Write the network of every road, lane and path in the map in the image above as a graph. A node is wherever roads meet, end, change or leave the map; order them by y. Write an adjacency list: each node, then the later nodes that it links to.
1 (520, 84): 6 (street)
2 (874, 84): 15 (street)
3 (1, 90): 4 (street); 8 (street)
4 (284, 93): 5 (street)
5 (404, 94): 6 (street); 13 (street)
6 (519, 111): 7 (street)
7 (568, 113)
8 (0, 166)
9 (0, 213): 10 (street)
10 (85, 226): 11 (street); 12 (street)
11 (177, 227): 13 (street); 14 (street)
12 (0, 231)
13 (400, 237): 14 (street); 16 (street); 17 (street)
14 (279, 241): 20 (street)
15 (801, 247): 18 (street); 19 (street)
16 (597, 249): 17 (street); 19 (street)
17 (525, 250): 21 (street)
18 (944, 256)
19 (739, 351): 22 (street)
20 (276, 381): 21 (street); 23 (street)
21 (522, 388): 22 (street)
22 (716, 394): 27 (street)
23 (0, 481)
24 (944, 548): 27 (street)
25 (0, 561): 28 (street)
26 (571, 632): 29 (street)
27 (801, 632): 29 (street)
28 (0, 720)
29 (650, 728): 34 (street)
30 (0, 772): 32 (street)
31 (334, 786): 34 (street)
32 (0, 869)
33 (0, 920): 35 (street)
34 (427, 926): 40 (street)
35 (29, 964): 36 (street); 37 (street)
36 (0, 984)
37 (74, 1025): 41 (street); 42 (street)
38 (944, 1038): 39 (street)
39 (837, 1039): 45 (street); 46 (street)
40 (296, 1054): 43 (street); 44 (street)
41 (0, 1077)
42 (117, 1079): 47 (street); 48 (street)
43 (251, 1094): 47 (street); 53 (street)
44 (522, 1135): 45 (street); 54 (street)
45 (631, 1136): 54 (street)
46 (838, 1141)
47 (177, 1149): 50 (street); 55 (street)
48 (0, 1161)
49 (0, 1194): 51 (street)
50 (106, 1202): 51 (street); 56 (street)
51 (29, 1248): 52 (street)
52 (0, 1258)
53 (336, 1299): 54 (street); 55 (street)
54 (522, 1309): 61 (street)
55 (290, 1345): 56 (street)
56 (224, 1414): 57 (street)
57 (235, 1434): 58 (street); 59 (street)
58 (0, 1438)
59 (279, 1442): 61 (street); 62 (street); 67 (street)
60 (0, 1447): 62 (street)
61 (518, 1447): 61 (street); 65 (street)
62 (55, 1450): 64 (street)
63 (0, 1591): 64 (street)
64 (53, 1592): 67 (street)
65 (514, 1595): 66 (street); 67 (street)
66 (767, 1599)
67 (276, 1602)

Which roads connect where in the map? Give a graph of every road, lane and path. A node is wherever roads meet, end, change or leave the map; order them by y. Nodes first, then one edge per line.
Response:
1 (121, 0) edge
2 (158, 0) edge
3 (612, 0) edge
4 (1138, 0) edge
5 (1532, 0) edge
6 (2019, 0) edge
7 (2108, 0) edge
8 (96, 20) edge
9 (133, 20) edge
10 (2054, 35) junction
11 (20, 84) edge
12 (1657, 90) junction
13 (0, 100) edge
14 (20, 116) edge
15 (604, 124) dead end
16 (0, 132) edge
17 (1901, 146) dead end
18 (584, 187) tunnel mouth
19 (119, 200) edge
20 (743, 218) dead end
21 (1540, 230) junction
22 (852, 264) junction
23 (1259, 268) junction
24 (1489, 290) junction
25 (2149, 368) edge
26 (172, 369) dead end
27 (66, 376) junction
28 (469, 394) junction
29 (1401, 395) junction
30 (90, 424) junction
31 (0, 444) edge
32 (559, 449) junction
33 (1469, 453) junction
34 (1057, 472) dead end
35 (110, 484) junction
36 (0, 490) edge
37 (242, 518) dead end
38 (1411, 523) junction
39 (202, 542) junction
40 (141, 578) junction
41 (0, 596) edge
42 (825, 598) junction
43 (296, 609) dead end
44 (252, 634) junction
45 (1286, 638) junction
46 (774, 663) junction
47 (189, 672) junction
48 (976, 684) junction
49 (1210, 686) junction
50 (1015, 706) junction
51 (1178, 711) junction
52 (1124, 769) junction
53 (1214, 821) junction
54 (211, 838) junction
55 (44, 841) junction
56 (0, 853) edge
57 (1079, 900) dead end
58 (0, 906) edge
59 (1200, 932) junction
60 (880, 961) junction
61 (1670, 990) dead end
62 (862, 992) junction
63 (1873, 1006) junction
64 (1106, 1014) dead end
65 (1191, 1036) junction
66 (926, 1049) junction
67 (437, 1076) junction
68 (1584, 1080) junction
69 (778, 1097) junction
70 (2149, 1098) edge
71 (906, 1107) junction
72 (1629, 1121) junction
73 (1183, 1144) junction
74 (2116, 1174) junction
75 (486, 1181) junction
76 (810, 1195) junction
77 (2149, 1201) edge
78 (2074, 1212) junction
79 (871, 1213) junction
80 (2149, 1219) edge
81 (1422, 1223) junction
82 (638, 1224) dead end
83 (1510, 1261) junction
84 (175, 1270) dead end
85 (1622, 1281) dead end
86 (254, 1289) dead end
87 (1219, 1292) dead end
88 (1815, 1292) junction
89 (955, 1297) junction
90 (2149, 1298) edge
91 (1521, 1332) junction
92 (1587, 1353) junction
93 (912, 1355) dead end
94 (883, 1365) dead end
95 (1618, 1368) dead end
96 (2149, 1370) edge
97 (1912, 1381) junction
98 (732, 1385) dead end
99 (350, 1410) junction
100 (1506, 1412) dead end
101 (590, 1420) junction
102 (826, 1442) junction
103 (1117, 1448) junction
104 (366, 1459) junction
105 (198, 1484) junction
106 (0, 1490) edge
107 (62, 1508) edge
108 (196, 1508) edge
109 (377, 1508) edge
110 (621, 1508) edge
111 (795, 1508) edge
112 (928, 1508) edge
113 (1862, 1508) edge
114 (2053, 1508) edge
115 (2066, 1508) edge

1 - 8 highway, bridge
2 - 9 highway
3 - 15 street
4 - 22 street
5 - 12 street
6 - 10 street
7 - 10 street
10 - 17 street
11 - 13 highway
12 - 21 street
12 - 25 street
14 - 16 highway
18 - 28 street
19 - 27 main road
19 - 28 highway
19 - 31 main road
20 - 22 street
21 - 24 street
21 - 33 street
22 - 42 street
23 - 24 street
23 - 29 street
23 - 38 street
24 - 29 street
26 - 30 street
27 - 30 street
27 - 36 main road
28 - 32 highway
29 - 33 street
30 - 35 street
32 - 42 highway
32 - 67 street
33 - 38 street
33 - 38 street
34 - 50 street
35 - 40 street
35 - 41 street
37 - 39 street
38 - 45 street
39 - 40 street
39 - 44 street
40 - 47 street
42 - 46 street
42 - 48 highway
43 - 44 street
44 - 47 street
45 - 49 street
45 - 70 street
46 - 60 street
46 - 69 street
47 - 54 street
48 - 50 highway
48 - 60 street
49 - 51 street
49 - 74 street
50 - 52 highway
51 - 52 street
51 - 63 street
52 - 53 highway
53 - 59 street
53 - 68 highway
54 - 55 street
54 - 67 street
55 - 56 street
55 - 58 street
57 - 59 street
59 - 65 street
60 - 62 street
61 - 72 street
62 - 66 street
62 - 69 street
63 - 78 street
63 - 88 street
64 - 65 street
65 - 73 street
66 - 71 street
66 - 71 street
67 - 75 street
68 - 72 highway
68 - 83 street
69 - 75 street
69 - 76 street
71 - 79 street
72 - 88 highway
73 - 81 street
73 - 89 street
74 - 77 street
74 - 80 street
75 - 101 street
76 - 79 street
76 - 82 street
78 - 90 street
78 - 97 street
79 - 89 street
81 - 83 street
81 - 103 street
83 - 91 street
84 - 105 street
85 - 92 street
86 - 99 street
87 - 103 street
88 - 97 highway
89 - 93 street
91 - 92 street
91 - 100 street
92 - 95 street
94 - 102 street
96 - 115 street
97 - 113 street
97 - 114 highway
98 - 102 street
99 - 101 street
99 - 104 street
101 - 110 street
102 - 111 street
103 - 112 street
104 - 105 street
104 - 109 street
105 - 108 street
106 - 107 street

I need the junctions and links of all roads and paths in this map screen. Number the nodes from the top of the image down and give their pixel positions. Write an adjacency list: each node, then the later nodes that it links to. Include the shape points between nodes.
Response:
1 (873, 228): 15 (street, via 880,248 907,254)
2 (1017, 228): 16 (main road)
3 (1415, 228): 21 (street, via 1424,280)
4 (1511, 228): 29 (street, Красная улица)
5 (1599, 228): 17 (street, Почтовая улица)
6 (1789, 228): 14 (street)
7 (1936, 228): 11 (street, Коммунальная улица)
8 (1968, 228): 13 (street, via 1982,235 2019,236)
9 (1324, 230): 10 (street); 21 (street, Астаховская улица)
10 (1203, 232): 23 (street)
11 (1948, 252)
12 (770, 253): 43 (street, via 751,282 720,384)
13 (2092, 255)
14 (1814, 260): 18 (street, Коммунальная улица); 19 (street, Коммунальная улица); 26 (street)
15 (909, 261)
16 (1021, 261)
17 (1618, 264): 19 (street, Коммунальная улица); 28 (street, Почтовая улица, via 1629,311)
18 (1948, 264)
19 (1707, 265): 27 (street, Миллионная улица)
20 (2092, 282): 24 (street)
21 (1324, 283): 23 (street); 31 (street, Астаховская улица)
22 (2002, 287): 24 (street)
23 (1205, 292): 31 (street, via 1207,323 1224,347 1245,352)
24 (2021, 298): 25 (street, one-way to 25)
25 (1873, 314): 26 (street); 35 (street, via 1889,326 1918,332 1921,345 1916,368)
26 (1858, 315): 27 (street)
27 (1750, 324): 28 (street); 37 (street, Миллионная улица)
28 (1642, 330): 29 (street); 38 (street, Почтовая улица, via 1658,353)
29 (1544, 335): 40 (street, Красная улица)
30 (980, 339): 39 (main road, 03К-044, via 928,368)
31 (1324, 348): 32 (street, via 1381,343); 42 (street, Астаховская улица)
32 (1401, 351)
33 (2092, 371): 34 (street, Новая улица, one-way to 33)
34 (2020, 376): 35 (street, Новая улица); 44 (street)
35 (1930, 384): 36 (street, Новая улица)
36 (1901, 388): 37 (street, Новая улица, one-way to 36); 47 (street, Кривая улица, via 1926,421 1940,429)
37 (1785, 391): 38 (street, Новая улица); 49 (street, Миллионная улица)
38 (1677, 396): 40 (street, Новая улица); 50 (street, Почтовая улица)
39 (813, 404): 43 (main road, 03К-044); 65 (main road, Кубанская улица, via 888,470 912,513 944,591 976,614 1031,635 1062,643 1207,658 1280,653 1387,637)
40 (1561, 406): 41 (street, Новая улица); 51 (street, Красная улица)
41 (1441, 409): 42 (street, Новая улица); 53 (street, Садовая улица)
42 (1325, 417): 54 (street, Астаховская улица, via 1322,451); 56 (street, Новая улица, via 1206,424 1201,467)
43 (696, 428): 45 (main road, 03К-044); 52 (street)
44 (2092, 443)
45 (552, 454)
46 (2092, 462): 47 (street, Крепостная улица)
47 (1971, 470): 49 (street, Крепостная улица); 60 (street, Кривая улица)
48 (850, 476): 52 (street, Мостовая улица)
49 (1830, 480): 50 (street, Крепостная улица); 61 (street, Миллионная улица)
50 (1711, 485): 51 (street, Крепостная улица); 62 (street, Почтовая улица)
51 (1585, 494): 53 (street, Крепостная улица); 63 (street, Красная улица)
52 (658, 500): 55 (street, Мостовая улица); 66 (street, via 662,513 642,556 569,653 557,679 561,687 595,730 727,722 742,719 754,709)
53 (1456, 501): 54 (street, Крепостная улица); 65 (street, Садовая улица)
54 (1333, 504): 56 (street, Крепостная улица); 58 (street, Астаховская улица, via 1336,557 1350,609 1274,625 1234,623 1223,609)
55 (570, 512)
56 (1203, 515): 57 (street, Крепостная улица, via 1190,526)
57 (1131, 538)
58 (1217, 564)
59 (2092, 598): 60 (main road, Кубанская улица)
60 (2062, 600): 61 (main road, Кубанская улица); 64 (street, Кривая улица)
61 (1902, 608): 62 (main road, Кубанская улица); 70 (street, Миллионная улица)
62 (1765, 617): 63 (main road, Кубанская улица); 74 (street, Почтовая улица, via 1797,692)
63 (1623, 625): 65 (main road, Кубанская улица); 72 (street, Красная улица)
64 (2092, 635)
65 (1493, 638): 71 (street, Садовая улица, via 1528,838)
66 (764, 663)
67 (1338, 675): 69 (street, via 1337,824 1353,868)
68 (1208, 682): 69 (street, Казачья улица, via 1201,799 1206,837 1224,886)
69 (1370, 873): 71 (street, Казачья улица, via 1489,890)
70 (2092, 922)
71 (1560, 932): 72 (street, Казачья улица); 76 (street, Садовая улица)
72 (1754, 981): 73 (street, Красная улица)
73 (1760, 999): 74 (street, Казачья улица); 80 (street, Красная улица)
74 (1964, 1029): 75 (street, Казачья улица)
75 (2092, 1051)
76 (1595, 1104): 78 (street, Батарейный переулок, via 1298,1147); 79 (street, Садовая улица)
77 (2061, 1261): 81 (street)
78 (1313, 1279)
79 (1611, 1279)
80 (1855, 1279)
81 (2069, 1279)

_WHAT IS EXPECTED_
Respond with one number, the count of lines of the material that include "Мостовая".

_TASK SOLUTION_
2